Variability and Statistical Power

For my last several posts, I’ve been writing about the problems associated with variability. First, I showed how variability is bad for customers. Next, I showed how variability is generally harder to control than the mean. In this post, I’ll show yet one more way that variability causes problems!

Variability can dramatically reduce your statistical power during hypothesis testing. Statistical power is the probability that a test will detect a difference (or effect) that actually exists.

It’s always a good practice to understand the variability present in your subject matter and how it impacts your ability to draw conclusions. Even when you can't reduce the variability, you can plan accordingly in order to assure that your study has adequate power.

(As a bonus for readers of this blog, this post contains the information necessary to solve the mystery that I will pose in my first post of the new year!)

How Variability Affects Statistical Power

Higher variability reduces your ability to detect statistical significance. But how?

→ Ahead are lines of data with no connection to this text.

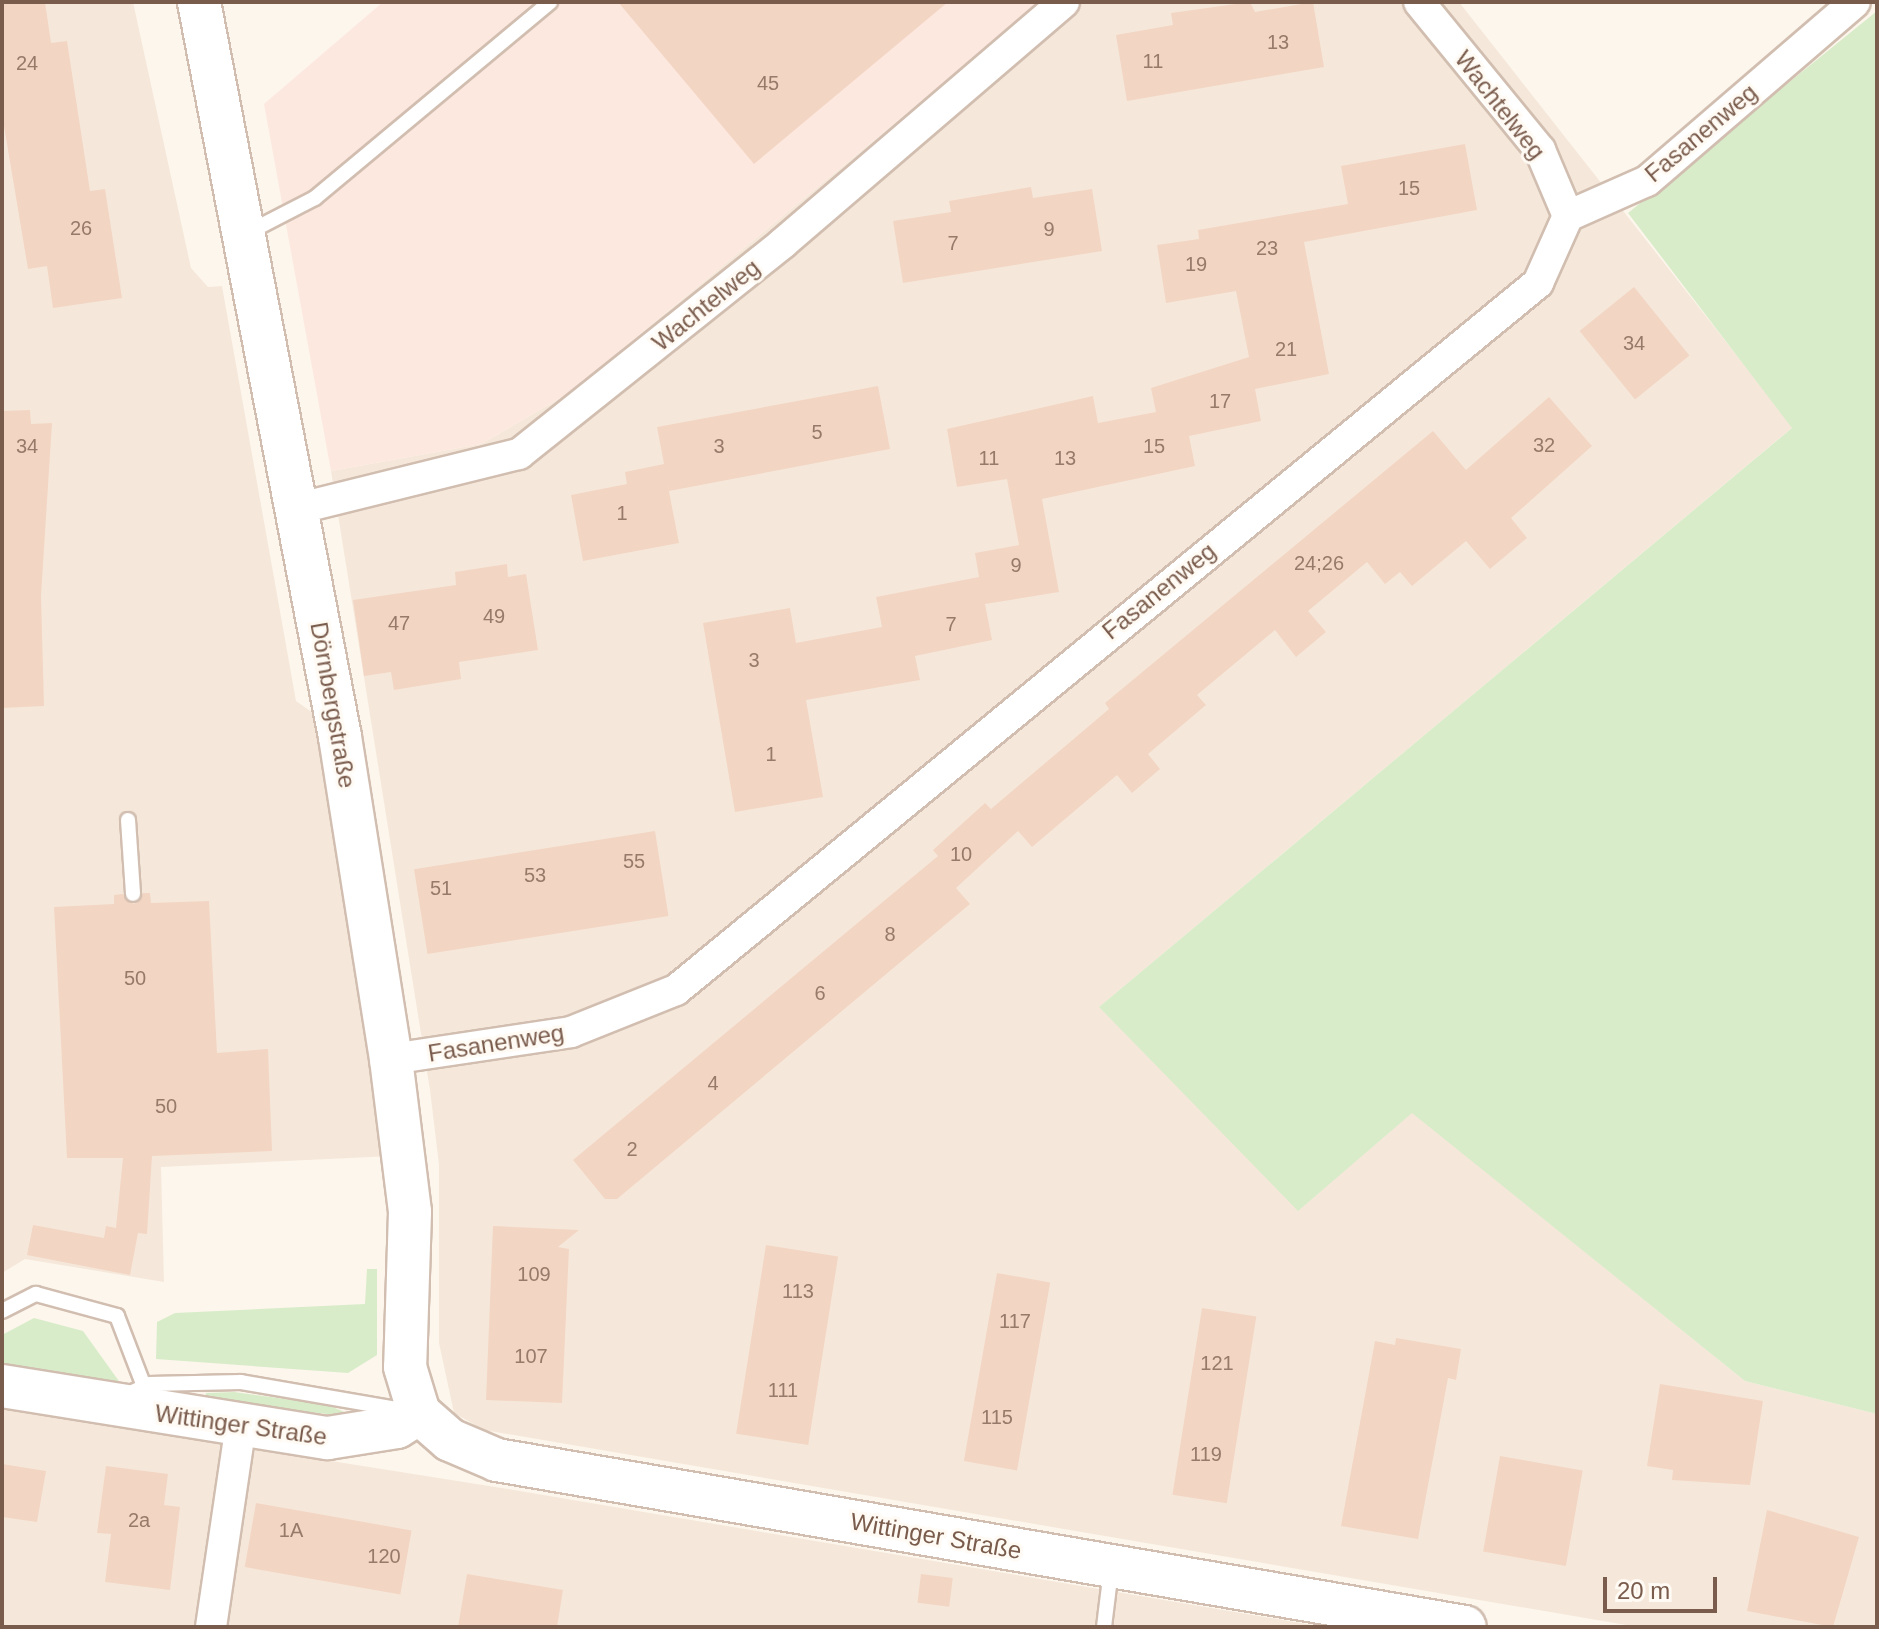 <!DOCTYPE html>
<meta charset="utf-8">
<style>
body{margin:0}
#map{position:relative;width:1879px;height:1629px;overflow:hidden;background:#fdf6ec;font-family:Arial,sans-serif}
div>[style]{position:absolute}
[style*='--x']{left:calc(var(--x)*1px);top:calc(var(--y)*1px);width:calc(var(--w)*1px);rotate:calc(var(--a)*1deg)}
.residential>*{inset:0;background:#f5e8da}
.commercial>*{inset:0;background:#fde8e0}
.green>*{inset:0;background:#d8ecc9}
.building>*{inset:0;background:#f3d5c3;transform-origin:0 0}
.roads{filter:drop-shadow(2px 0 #d1beb0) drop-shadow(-2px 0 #d1beb0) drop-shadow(0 2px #d1beb0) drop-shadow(0 -2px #d1beb0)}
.lane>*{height:14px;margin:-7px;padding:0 7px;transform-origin:7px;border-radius:7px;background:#fff}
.street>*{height:30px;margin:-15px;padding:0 15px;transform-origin:15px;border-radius:15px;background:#fff}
.secondary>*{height:42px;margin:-21px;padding:0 21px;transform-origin:21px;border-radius:21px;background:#fff}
span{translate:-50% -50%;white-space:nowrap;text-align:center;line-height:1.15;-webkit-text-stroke:6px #fffaf3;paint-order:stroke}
.number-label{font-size:20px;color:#987a6a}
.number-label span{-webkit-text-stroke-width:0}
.street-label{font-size:24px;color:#7a5c4d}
.frame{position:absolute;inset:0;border:4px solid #7a5c4d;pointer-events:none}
.scale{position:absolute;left:1603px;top:1577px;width:114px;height:36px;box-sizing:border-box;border:4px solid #7a5c4d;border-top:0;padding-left:10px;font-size:24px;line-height:28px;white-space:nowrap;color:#7a5c4d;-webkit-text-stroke:6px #fffaf3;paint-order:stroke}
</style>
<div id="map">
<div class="residential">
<i style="clip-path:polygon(2px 2px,133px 2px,191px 268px,208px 287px,222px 286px,296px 701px,313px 713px,392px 1156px,161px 1167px,164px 1282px,25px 1259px,2px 1273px)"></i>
<i style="clip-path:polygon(1041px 2px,1459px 2px,1793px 427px,1099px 1007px,1412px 1112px,1745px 1381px,1877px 1414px,1877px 1627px,1638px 1627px,484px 1430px,454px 1413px,439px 1343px,439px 1165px,430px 1090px,331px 471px,481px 444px,569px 393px)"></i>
<i style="clip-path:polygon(2px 1409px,508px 1489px,1324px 1627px,2px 1627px)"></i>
</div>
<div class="commercial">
<i style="clip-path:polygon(383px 2px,1041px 2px,569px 393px,481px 444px,331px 471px,264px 104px)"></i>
</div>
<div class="green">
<i style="clip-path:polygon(1877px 11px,1877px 1414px,1745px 1381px,1412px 1113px,1298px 1211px,1099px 1007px,1792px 428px,1628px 213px)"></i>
<i style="clip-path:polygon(367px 1269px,377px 1269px,377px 1355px,348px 1373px,156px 1359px,157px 1322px,175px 1313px,365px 1304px)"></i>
<i style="clip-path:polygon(34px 1318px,83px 1331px,121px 1384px,2px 1366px,2px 1335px)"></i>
<i style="clip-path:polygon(234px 1392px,328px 1405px,356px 1417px,204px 1401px,206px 1393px)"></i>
</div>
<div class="building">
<i style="clip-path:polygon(2px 2px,45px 2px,51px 43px,67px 41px,90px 191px,105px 189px,122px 298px,53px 308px,47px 266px,28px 269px,2px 114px)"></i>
<i style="clip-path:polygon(618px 2px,948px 2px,754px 164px)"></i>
<i style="clip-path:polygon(1250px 2px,1255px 12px,1313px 2px,1324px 67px,1127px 101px,1116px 35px,1173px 25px,1171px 13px)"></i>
<i style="clip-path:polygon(1465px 144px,1477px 210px,1304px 242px,1329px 374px,1255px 389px,1261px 421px,1189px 436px,1195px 466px,1042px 499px,1059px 592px,985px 604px,992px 640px,915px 656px,920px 680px,806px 700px,823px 797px,735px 812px,703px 623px,790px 608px,796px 643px,882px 627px,876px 597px,979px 577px,981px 589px,975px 553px,1019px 545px,1007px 479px,957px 487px,947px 429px,1093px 396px,1098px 423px,1156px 412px,1151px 388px,1249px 357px,1236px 291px,1166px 303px,1157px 245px,1199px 239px,1198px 230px,1348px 204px,1341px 166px)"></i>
<i style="clip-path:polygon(1031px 187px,1033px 198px,1092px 189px,1102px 251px,903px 283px,893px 221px,951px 212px,949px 201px)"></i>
<i style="left:1634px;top:287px;width:88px;height:70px;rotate:51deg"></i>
<i style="clip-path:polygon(878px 386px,890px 449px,669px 491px,666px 476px,679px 543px,583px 561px,571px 495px,627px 484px,625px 472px,664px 464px,657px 427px)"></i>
<i style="clip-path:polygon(1549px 397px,1592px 446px,1511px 518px,1527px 538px,1490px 569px,1466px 541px,1412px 586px,1400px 572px,1385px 584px,1367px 562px,1308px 611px,1326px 632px,1296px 657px,1275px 630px,1197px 695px,1206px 705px,1148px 754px,1160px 769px,1132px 793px,1117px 775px,1032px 847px,1018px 831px,956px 888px,970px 904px,617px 1199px,605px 1199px,573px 1160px,938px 856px,933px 850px,985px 803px,991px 809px,1109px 709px,1105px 703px,1433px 431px,1466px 470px)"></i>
<i style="clip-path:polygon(30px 410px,31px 424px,52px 423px,41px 596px,44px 706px,2px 708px,2px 411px)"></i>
<i style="clip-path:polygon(507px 564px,508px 577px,526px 574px,538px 650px,459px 662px,461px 679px,394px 690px,391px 672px,364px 676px,353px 600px,456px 585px,455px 572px)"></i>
<i style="left:655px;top:831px;width:86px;height:244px;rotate:81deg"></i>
<i style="clip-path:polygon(143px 893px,150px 893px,151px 903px,209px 901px,217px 1053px,268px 1049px,272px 1151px,152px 1156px,147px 1234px,138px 1233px,130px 1275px,27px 1255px,33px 1225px,104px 1238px,106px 1226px,116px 1228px,123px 1158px,67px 1158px,54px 907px,114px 904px,114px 895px,123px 894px,134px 904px)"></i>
<i style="clip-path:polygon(493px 1226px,579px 1230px,558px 1247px,569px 1249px,562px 1403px,486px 1400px)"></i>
<i style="left:766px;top:1245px;width:73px;height:191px;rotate:9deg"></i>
<i style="left:997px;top:1273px;width:54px;height:191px;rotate:10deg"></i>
<i style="left:1202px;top:1308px;width:55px;height:189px;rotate:9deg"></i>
<i style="clip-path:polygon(1396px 1338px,1461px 1349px,1456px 1380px,1448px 1378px,1418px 1539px,1341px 1526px,1375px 1341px,1395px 1345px)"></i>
<i style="clip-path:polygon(1660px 1384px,1763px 1401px,1750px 1485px,1672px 1480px,1673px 1470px,1647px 1466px)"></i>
<i style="left:1500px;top:1456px;width:84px;height:97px;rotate:10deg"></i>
<i style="clip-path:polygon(2px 1464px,46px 1471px,37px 1522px,2px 1517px)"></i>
<i style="clip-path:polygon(106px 1466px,168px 1474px,164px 1505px,180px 1507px,170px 1590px,105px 1582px,111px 1534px,97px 1533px)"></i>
<i style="left:256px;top:1503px;width:158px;height:65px;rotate:10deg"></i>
<i style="clip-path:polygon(1767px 1510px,1859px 1537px,1833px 1627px,1747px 1611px)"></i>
<i style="clip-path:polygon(467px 1574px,563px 1590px,557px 1627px,458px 1627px)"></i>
<i style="left:921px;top:1574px;width:32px;height:29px;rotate:7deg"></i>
</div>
<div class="roads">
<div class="lane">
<i style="--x:249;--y:232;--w:74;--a:-27.3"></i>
<i style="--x:315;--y:198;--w:306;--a:-39.8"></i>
<i style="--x:128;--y:820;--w:74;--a:86.1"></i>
<i style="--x:2;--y:1311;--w:38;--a:-27"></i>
<i style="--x:36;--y:1294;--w:84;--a:15.2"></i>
<i style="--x:117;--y:1316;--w:84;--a:69"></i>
<i style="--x:128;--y:1394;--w:23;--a:-25"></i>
<i style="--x:149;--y:1384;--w:92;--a:-1.2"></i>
<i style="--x:241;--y:1382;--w:164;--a:9.8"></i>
<i style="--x:1104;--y:1627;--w:57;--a:-83"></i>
</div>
<div class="street">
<i style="--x:1419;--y:2;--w:191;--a:50.7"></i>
<i style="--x:1540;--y:150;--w:72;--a:67"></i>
<i style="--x:296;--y:509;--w:230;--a:-13.9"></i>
<i style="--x:519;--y:454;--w:338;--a:-38.6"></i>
<i style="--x:783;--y:243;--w:370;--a:-40.6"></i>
<i style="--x:391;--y:1059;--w:182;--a:-8.5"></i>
<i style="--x:571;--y:1032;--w:113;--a:-21.8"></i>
<i style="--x:676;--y:990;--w:1115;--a:-39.36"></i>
<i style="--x:1538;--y:283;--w:73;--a:-65.9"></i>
<i style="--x:1568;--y:216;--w:86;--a:-23.9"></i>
<i style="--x:1647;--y:181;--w:274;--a:-40.7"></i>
<i style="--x:211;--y:1627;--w:204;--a:-81.6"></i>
</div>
<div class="secondary">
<i style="--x:199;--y:2;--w:748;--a:79.14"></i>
<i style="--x:340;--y:737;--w:326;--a:81"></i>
<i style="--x:391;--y:1059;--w:154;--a:82.9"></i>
<i style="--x:410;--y:1212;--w:155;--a:91.8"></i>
<i style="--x:405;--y:1367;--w:48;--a:73.1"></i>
<i style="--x:2;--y:1386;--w:330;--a:9.1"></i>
<i style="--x:328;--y:1438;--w:70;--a:-9.1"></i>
<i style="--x:397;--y:1427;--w:26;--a:-32"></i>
<i style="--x:419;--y:1413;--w:41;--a:41.1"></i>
<i style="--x:450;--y:1440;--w:51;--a:23.1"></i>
<i style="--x:497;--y:1460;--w:982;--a:9.79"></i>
</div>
</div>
<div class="number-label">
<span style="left:1278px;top:42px">13</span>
<span style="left:1153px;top:61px">11</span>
<span style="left:27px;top:63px">24</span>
<span style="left:768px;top:83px">45</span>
<span style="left:1409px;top:188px">15</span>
<span style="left:81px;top:228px">26</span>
<span style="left:1049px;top:229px">9</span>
<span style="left:953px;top:243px">7</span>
<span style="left:1267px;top:248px">23</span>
<span style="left:1196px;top:264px">19</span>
<span style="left:1634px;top:343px">34</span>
<span style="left:1286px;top:349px">21</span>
<span style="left:1220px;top:401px">17</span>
<span style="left:817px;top:432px">5</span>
<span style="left:1544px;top:445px">32</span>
<span style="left:27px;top:446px">34</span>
<span style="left:719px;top:446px">3</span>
<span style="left:1154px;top:446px">15</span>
<span style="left:989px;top:458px">11</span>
<span style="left:1065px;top:458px">13</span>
<span style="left:622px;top:513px">1</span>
<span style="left:1319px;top:563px">24;26</span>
<span style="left:1016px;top:565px">9</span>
<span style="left:494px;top:616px">49</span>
<span style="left:399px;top:623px">47</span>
<span style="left:951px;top:624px">7</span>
<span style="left:754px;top:660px">3</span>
<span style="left:771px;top:754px">1</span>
<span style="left:961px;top:854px">10</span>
<span style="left:634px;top:861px">55</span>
<span style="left:535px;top:875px">53</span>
<span style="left:441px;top:888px">51</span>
<span style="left:890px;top:934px">8</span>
<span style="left:135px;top:978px">50</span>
<span style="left:820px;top:993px">6</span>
<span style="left:713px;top:1083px">4</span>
<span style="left:166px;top:1106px">50</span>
<span style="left:632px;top:1149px">2</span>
<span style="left:534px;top:1274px">109</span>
<span style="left:798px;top:1291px">113</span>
<span style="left:1015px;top:1321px">117</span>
<span style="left:531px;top:1356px">107</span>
<span style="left:1217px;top:1363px">121</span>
<span style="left:783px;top:1390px">111</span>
<span style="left:997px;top:1417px">115</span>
<span style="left:1206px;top:1454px">119</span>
<span style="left:139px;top:1520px">2a</span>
<span style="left:291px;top:1530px">1A</span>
<span style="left:384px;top:1556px">120</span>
</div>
<div class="street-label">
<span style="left:1500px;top:105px;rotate:52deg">Wachtelweg</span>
<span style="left:1701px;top:133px;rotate:-40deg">Fasanenweg</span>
<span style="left:706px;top:305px;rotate:-39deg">Wachtelweg</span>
<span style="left:1159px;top:591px;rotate:-39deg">Fasanenweg</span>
<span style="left:333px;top:705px;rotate:80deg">Dörnbergstraße</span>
<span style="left:496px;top:1043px;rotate:-9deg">Fasanenweg</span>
<span style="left:241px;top:1425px;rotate:8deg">Wittinger Straße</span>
<span style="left:936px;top:1536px;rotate:10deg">Wittinger Straße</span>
</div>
<div class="frame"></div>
<div class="scale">20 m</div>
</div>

The probability distribution plots below illustrate how this works. These three plots represent cases where we would use 2-sample t tests to determine whether the two populations have different means. These plots represent entire populations so we know that the 3 pairs of populations are truly different. However, for statistical analysis, we almost always use samples from the population, which provides a fuzzier picture.

For random samples, increasing the sample size is like increasing the resolution of a picture of the populations. With just a few samples, the picture is so fuzzy that we’d only be able to see differences between the most distinct of populations. However, if we collect a very large sample, the picture becomes sharp enough to determine the difference between even very similar populations.

Each plot below displays two populations that we are studying. For all plots, the two populations have the same two means of 10 and 11, but different standard deviations, so the mean difference between all pairs of populations is always 1.

When the populations in these graphs are less visually distinct, we need higher resolution in our picture (i.e., a larger sample) to detect the difference.

For the high variability group, the 2 populations are virtually indistinguishable. It’s going to take a fairly high resolution to see this difference.

High variability populations

For the medium group, we can start to see the populations separating:

Medium variability population

Finally, with low variability, there are two pretty distinct populations. We’d be able to see this difference even with a fairly low resolution.

Low variability populations

Power and Sample Size

The graphs are visual representations but we can quantify how difficult it is to detect these differences with Minitab’s power and sample size calculations. To do this, we’ll look at the Power and Sample Size for 2-sample t. Normally, we’d enter estimates about the population because you almost never know the true population values (parameters in statistical parlance). However, we’re setting up these populations so we know the true values in this case.

So, for the high-variability population we’ll fill in the dialog box like this. To follow along in Minitab, go to: Stat > Power and Sample Size > 2-sample t.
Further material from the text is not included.